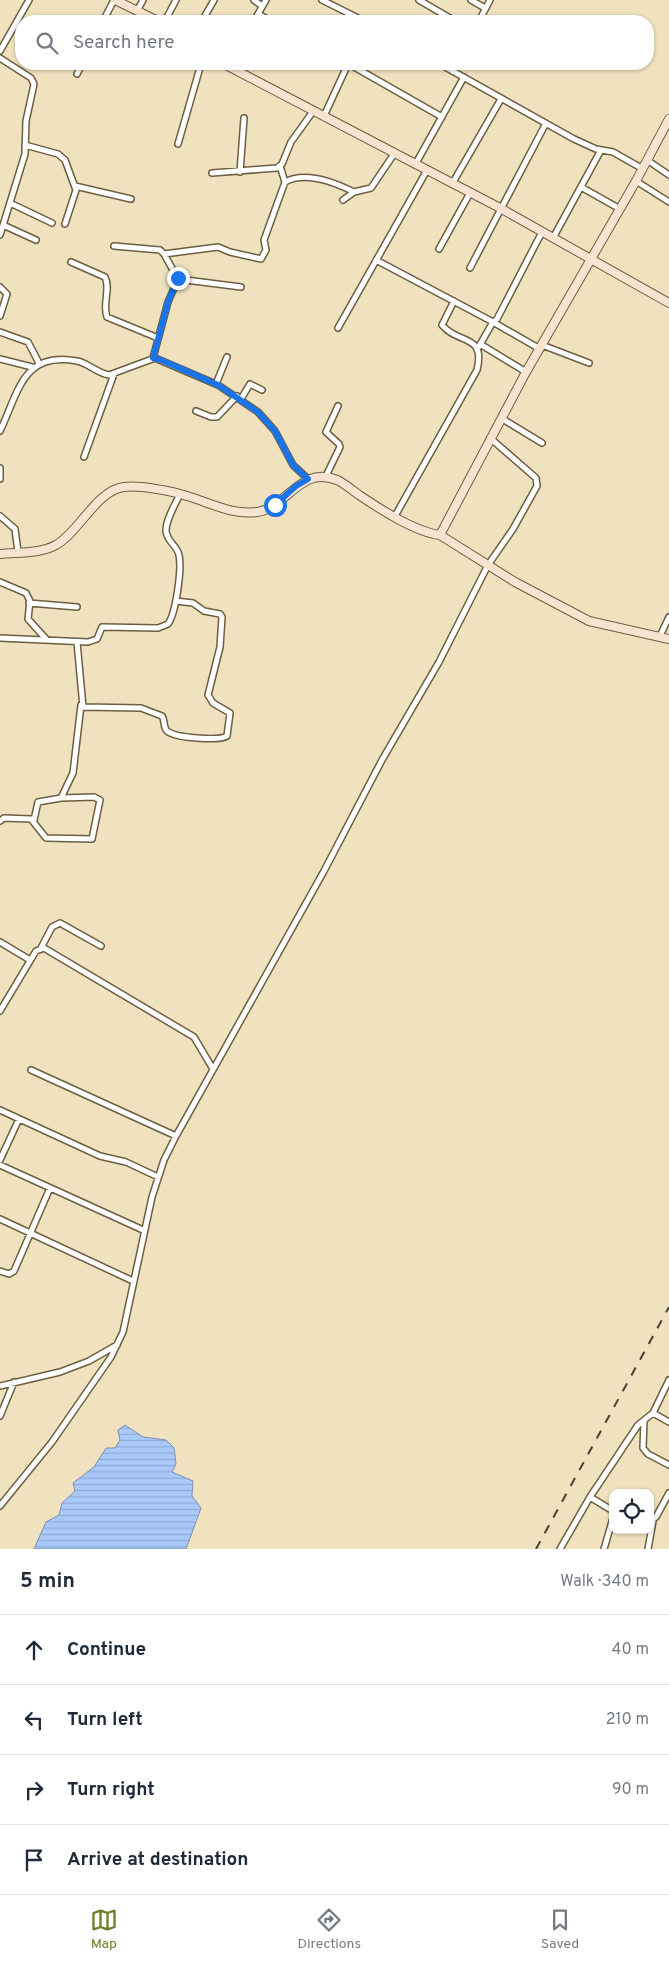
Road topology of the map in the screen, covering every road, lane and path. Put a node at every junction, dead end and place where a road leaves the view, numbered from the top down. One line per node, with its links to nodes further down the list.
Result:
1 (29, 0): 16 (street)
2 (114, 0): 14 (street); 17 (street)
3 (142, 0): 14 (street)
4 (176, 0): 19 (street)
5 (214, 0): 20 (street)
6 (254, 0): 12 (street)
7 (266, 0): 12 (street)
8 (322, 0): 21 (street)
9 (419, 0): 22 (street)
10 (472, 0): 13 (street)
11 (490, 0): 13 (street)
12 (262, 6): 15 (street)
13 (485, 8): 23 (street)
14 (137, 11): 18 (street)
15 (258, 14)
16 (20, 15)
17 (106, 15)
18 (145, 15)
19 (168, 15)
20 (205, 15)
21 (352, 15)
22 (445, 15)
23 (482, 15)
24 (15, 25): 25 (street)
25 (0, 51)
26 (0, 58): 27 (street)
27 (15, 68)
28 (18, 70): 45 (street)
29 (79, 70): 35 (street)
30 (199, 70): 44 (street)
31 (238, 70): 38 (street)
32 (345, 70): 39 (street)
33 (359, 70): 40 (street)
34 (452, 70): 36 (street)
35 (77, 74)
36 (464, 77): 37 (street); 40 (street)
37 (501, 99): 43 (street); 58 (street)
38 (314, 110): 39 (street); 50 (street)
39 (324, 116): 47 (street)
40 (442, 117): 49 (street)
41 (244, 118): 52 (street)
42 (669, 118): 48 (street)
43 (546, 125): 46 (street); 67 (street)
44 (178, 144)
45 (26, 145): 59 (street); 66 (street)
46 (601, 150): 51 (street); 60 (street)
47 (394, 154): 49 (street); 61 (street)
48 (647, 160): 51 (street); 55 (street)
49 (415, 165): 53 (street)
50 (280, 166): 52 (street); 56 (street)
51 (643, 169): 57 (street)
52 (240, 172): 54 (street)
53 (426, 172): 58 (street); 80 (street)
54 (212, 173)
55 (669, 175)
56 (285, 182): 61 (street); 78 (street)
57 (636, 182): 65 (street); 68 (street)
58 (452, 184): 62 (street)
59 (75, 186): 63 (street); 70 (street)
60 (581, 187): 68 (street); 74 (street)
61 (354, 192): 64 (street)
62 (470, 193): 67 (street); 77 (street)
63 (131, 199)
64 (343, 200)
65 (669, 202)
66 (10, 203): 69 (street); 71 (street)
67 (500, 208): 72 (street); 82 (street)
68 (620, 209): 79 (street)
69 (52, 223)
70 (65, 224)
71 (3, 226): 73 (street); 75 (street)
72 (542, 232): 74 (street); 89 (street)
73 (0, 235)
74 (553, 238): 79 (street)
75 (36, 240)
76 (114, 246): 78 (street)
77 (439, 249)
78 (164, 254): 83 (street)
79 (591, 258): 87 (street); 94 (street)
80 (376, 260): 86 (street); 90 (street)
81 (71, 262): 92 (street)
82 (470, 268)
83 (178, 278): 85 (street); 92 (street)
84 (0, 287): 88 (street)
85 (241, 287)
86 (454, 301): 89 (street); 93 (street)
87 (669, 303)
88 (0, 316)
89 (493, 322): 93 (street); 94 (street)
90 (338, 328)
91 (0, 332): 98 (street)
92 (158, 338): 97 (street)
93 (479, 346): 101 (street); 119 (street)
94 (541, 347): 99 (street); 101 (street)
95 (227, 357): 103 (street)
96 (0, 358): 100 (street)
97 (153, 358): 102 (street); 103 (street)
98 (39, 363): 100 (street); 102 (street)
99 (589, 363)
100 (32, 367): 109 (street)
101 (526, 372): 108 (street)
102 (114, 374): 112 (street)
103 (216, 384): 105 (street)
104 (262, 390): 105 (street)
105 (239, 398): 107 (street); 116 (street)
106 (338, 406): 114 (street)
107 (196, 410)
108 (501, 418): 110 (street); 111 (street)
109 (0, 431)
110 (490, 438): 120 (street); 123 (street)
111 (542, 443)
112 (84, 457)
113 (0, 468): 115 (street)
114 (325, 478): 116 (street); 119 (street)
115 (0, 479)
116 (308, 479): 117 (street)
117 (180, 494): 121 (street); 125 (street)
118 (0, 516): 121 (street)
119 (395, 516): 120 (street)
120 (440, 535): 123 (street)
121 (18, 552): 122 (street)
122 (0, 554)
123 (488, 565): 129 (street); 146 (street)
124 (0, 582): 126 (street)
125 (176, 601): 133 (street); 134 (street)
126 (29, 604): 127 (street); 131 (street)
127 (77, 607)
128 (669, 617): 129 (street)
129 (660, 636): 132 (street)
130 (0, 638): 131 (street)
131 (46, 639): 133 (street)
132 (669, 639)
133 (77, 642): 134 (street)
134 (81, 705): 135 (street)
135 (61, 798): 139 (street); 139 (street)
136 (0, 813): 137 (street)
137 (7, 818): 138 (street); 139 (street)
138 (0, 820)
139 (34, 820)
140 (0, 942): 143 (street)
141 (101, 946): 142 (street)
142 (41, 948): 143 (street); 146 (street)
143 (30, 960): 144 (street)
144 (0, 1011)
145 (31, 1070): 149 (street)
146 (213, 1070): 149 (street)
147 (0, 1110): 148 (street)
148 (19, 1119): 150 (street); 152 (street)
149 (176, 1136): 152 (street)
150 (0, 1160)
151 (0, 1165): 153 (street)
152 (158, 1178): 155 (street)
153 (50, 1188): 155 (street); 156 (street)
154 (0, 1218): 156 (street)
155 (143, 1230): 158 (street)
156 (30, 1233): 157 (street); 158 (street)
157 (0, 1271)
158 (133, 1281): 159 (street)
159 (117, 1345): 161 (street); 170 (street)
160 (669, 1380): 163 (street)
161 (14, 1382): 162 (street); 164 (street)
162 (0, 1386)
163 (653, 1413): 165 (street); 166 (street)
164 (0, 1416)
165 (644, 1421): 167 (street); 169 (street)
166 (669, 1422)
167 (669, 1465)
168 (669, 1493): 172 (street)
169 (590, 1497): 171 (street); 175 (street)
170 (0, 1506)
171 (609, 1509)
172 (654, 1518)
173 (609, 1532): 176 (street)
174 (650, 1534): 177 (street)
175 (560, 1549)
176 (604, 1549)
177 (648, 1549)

--

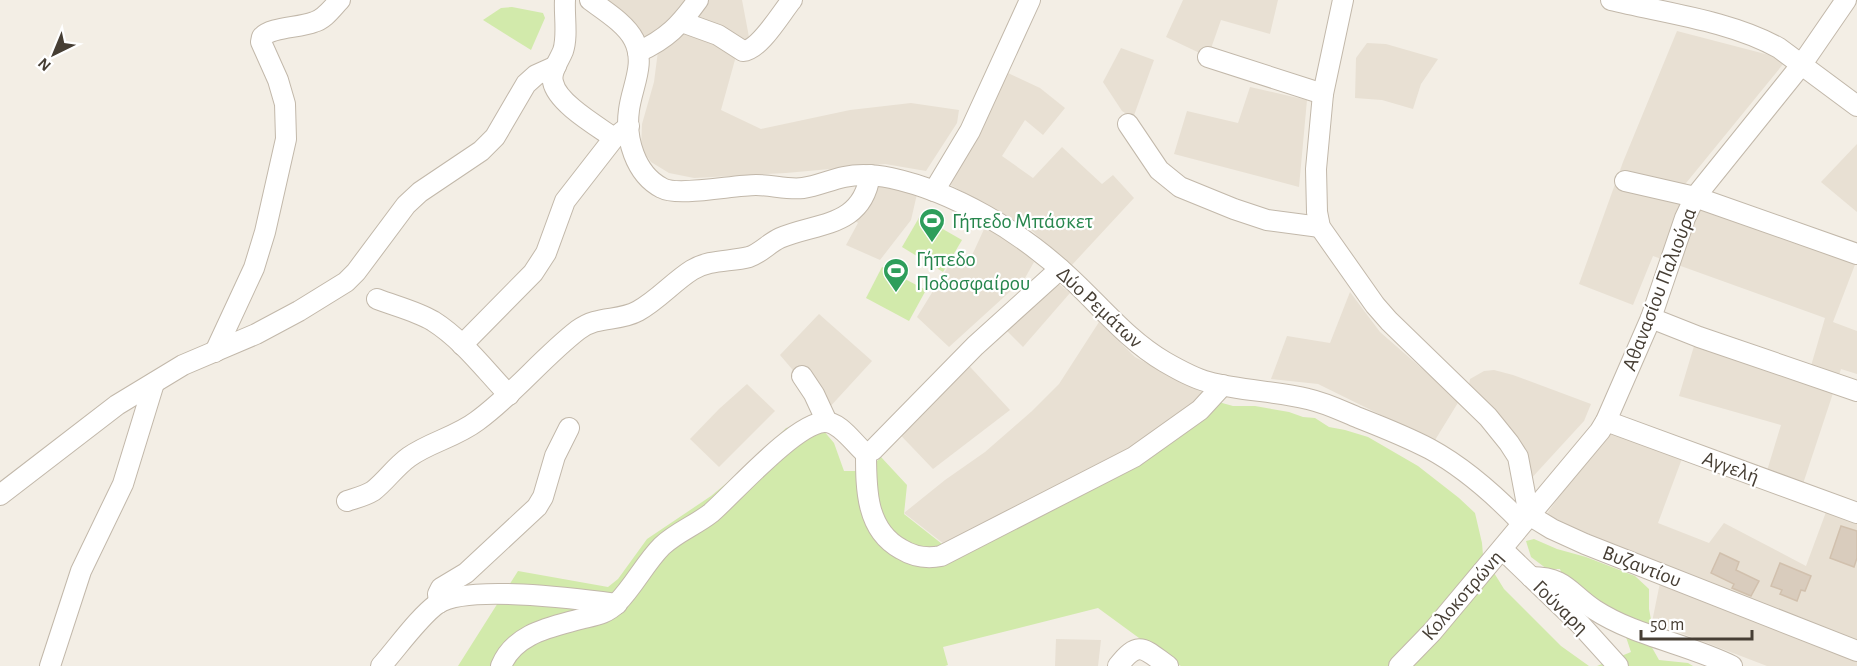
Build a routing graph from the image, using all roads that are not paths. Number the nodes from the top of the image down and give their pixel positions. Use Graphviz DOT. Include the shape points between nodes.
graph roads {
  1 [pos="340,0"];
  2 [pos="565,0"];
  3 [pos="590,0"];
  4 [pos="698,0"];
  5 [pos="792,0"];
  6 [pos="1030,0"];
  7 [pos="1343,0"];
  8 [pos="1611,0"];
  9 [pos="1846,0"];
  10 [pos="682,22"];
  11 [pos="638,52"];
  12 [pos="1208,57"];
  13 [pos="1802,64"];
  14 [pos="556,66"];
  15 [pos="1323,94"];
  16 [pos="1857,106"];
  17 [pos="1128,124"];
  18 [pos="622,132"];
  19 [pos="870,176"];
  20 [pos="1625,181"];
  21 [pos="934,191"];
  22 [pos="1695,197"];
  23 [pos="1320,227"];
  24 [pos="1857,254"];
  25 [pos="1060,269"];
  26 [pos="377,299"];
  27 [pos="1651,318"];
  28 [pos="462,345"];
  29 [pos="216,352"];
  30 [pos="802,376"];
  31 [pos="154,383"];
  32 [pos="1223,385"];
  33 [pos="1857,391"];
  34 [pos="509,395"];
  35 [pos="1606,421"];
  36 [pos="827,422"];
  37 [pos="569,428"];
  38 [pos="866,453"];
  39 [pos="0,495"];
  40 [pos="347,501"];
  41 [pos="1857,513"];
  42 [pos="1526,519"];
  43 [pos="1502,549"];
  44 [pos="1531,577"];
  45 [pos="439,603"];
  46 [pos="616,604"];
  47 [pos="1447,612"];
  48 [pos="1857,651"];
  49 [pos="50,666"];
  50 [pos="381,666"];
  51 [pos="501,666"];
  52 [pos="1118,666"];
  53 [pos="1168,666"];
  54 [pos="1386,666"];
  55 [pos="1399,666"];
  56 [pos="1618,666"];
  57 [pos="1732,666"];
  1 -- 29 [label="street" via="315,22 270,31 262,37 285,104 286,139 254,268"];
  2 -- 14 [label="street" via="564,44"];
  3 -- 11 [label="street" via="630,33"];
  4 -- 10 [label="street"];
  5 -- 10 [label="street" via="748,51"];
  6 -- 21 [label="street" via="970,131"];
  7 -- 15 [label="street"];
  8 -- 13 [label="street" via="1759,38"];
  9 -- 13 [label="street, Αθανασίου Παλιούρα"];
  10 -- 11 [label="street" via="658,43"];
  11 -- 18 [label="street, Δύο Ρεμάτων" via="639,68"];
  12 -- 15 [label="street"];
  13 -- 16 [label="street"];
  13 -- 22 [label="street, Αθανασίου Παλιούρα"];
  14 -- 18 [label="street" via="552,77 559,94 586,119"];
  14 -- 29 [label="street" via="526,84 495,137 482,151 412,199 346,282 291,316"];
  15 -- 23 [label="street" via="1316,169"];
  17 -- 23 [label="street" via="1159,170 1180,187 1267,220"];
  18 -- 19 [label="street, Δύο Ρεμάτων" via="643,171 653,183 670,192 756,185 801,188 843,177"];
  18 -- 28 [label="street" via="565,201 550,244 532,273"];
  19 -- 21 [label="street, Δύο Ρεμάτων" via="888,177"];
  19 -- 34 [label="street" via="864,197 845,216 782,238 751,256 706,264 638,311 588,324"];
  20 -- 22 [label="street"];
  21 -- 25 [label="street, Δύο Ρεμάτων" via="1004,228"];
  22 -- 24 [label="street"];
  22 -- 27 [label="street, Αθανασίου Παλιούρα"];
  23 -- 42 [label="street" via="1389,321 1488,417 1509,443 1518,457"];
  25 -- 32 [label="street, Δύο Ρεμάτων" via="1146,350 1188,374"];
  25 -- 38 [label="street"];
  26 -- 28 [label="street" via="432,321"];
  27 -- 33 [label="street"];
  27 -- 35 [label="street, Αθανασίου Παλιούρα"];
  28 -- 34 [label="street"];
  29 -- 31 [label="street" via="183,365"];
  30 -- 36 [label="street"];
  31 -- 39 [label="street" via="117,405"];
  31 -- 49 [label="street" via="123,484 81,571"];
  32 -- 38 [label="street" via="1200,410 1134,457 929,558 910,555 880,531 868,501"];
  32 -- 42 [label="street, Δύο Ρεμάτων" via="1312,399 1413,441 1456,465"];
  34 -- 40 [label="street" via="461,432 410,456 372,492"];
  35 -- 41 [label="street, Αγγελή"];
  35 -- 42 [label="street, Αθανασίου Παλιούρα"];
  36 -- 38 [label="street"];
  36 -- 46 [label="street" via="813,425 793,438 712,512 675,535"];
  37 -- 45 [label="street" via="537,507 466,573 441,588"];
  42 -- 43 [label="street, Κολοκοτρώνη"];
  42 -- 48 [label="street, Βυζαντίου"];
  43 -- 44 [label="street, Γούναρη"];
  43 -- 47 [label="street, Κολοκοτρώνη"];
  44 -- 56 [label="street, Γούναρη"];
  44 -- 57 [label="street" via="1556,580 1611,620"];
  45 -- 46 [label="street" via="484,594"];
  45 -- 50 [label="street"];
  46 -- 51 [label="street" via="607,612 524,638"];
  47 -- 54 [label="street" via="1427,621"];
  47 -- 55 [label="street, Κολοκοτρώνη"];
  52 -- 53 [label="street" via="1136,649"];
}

**Work order**
Every line that contains the string "Παλιούρα" should be returned from the data.

**Result for this task**
  9 -- 13 [label="street, Αθανασίου Παλιούρα"];
  13 -- 22 [label="street, Αθανασίου Παλιούρα"];
  22 -- 27 [label="street, Αθανασίου Παλιούρα"];
  27 -- 35 [label="street, Αθανασίου Παλιούρα"];
  35 -- 42 [label="street, Αθανασίου Παλιούρα"];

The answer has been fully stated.